Une levée de fonds d’1 M€ fin 2025 ?
Hébergée par Aniti, le cluster IA de Toulouse installé au sein du bâtiment B612 à Montaudran, la medtech toulousaine a bénéficié pour son développement du soutien de la Région Occitanie qui a financé un programme de prématuration et de celui toujours actif de Toulouse Tech Transfer.
La société d’accélération du transfert de technologies (SATT) « nous a aidé sur la protection de la propriété intellectuelle et pour la valorisation de notre technologie. Elle a également financé un programme de maturation qui a permis l’embauche de deux personnes pendant 18 mois », détaille Karine Seymour qui a investi personnellement plus de 80 000 € dans cette nouvelle aventure entrepreneuriale, la troisième pour elle (voir encadré).

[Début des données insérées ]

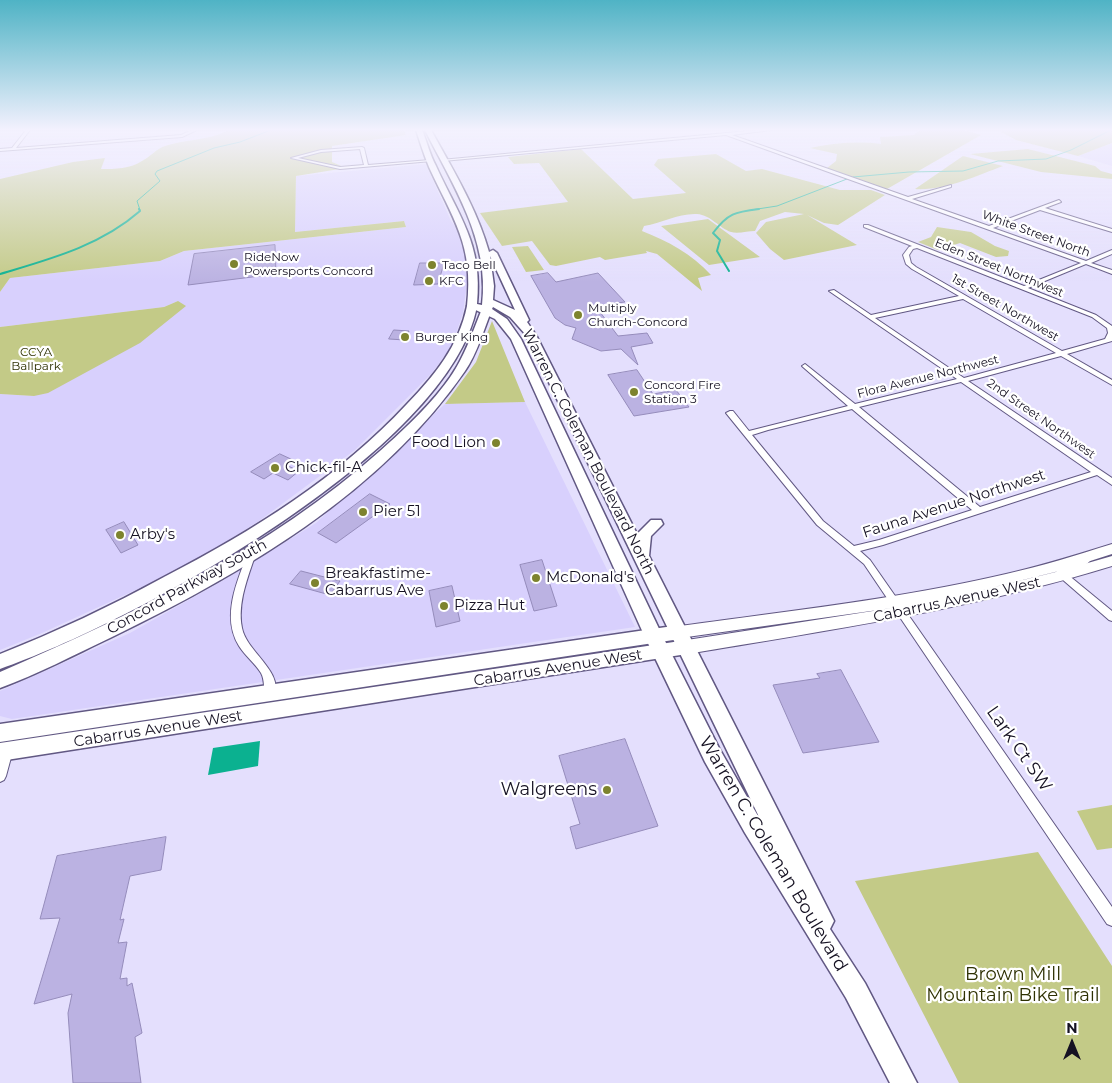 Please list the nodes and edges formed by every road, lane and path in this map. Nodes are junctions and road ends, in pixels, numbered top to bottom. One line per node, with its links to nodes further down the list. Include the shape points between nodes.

Entre les apports propres, les prêts réalisés auprès de la Caisse d’Épargne et du Crédit Coopératif, les subventions… l’entreprise a sécurisé environ 700 000 € depuis sa création en 2023 grâce à divers financements, dont deux prêts d’honneur de Créalia pour un montant total de 100 000 € ou encore une bourse French Tech Émergence de Bpifrance de 90 000 €. Elle est aussi lauréate de la 43e édition du concours régional Les Inn’Ovations dans la catégorie « prix produits ou services du futur ».
Enfin, outre une levée de fonds d’1 M€ prévue fin 2025 ou début 2026, Avrio Medtech va déposer un dossier de candidature pour participer au concours d’innovation i-Lab, opéré par Bpifrance dans le cadre du plan France 2030. « Au-delà d’un soutien financier conséquent, être lauréat de ce concours pourrait nous permettre de gagner en visibilité, ce qui faciliterait notre développement et notre intégration sur le marché », conclut Karine Seymour qui a reçu le prix Women Tech EU qui récompense les femmes cheffes d’entreprise à la tête de sociétés deeptech. Une fierté pour la Toulousaine qui a fait de l’entrepreneuriat au féminin un des ses combats.